(What is expected) Each line of the data holding "Market" should be found and copied.

[Excerpts from a dataset]
[Start of section]

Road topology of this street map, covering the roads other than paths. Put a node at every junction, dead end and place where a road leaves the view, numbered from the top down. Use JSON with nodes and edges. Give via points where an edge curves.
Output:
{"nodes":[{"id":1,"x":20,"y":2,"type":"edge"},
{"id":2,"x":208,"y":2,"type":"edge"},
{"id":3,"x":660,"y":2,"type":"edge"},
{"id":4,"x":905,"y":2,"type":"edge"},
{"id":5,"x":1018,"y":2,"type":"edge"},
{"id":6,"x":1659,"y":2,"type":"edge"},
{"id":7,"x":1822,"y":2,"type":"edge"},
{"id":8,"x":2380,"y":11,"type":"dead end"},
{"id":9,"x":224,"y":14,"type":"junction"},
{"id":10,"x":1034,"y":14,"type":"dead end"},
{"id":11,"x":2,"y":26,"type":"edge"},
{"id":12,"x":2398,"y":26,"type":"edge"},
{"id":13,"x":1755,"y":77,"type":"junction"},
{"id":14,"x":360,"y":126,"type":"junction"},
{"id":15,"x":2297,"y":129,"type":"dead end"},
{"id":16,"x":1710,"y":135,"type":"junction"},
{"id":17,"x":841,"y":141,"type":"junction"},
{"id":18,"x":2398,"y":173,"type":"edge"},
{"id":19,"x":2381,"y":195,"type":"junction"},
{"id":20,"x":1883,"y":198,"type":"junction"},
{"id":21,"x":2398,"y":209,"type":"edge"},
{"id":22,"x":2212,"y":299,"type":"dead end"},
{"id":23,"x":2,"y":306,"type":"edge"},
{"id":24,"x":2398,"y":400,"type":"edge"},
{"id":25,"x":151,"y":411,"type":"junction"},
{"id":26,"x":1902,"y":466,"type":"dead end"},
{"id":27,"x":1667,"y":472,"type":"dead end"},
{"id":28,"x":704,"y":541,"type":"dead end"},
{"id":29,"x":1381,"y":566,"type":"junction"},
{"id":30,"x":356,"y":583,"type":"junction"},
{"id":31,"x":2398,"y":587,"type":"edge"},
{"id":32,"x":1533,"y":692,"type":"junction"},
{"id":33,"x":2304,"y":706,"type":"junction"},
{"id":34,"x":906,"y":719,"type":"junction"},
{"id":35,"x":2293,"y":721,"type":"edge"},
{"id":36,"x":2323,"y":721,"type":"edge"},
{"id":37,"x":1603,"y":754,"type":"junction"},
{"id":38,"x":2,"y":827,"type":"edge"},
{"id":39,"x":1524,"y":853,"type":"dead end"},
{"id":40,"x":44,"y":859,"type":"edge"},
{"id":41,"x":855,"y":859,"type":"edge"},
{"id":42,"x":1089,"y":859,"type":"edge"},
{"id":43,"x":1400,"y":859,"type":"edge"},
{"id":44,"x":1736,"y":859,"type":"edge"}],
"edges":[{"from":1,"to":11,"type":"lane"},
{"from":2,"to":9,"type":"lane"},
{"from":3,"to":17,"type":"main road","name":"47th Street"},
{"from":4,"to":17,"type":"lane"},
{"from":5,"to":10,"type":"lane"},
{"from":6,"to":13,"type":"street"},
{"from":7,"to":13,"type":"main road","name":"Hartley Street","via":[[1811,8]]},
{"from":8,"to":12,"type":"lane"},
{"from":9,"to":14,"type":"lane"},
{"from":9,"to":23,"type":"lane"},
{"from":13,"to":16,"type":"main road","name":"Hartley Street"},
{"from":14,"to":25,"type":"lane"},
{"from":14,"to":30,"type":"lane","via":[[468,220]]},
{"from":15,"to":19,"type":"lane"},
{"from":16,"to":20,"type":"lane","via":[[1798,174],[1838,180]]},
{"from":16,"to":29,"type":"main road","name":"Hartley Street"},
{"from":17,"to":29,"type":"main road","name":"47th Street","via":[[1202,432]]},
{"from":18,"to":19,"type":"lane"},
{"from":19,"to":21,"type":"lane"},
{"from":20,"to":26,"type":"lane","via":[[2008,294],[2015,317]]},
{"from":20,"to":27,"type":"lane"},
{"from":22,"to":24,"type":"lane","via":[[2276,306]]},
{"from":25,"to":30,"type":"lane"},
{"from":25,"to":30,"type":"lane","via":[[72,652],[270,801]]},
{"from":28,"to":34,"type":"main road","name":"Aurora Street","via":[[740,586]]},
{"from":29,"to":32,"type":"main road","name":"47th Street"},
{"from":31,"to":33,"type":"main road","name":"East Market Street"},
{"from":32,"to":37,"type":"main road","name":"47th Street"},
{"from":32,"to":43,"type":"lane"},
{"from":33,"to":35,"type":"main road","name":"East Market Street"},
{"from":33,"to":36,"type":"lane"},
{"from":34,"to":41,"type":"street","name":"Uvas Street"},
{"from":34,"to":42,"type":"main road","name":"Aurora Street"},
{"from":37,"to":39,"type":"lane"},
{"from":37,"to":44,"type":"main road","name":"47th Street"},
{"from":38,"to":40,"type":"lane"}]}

[End of section]

(Final answer)
{"from":31,"to":33,"type":"main road","name":"East Market Street"},
{"from":33,"to":35,"type":"main road","name":"East Market Street"},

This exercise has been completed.